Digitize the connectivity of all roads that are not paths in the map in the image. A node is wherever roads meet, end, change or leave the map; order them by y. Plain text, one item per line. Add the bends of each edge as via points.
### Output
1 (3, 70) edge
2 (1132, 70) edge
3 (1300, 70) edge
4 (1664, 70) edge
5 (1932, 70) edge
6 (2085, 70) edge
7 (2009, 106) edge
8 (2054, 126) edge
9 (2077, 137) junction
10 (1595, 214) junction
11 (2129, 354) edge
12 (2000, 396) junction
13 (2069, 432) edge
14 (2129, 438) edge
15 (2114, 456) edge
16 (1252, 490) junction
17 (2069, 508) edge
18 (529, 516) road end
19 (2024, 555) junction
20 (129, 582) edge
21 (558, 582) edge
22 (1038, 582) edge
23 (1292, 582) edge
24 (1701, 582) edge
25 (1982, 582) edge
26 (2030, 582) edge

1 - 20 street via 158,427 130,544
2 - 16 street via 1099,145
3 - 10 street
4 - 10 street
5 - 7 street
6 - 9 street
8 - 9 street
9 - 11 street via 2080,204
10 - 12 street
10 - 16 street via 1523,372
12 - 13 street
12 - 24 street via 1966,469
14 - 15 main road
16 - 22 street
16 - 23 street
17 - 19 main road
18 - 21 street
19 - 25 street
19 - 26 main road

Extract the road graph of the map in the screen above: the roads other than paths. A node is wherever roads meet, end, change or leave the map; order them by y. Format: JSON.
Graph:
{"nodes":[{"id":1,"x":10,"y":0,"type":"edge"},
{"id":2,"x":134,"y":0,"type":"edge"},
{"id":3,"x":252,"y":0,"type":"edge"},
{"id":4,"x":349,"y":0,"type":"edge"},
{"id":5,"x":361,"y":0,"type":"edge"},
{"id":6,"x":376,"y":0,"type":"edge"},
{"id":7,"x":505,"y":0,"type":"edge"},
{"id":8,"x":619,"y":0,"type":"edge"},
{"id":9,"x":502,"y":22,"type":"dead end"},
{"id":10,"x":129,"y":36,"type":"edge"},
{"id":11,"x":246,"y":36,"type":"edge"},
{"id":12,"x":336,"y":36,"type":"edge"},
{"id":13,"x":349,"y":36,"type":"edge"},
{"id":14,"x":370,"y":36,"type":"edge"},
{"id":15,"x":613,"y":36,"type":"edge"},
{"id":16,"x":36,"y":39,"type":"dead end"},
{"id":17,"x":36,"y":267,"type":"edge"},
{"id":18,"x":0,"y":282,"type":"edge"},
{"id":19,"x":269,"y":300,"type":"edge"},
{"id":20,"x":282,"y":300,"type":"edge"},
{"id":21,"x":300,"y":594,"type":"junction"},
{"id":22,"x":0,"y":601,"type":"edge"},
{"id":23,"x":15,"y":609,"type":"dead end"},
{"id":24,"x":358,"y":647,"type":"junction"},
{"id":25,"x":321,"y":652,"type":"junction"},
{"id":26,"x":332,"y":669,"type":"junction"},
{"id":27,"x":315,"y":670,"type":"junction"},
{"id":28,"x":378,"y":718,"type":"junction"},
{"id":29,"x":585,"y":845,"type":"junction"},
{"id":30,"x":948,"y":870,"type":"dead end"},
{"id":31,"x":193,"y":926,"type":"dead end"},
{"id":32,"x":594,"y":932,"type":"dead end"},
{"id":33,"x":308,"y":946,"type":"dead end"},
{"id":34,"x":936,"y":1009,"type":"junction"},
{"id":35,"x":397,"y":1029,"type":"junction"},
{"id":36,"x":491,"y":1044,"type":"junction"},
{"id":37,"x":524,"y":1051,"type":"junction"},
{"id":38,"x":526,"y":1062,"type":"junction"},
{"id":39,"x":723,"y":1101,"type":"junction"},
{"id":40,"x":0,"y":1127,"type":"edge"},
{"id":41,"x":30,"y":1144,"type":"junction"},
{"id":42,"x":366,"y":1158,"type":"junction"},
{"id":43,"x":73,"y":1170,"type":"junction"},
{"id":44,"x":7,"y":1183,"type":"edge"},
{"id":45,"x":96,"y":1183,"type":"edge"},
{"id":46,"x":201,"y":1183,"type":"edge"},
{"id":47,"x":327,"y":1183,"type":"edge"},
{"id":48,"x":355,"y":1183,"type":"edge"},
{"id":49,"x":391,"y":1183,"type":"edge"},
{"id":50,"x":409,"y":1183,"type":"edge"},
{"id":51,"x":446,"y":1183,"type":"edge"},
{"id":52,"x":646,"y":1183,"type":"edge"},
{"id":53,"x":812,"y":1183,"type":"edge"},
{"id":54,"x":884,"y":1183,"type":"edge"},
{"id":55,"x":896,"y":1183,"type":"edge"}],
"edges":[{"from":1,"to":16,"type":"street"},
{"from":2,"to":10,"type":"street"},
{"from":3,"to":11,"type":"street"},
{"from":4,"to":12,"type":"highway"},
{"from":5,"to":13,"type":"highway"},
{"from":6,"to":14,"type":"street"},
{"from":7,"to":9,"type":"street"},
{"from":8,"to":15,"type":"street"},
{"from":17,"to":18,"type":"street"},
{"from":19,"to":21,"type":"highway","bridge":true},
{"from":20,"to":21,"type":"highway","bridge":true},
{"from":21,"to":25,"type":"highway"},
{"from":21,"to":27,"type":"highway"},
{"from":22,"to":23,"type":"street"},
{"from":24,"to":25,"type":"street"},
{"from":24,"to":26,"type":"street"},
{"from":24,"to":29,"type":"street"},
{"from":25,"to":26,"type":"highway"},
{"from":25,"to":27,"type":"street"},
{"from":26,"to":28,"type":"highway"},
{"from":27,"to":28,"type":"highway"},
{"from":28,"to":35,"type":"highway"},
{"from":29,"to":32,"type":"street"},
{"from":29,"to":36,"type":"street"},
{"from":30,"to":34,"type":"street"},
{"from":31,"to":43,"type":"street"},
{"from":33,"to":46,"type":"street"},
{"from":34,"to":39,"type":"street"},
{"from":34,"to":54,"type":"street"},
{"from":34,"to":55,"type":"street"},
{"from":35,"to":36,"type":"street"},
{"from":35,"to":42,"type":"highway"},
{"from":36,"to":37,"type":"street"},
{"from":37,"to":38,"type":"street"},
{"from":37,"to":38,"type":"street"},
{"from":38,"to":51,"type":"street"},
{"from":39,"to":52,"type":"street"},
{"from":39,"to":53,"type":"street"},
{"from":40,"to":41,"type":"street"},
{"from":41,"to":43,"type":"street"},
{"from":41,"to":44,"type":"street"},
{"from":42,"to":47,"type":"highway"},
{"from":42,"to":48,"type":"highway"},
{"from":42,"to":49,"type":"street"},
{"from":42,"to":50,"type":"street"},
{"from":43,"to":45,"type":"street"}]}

===

Exercise instructions: Using the records above, work out how many lines hold the string "paths"; answer with that number alone.

Your solution: 2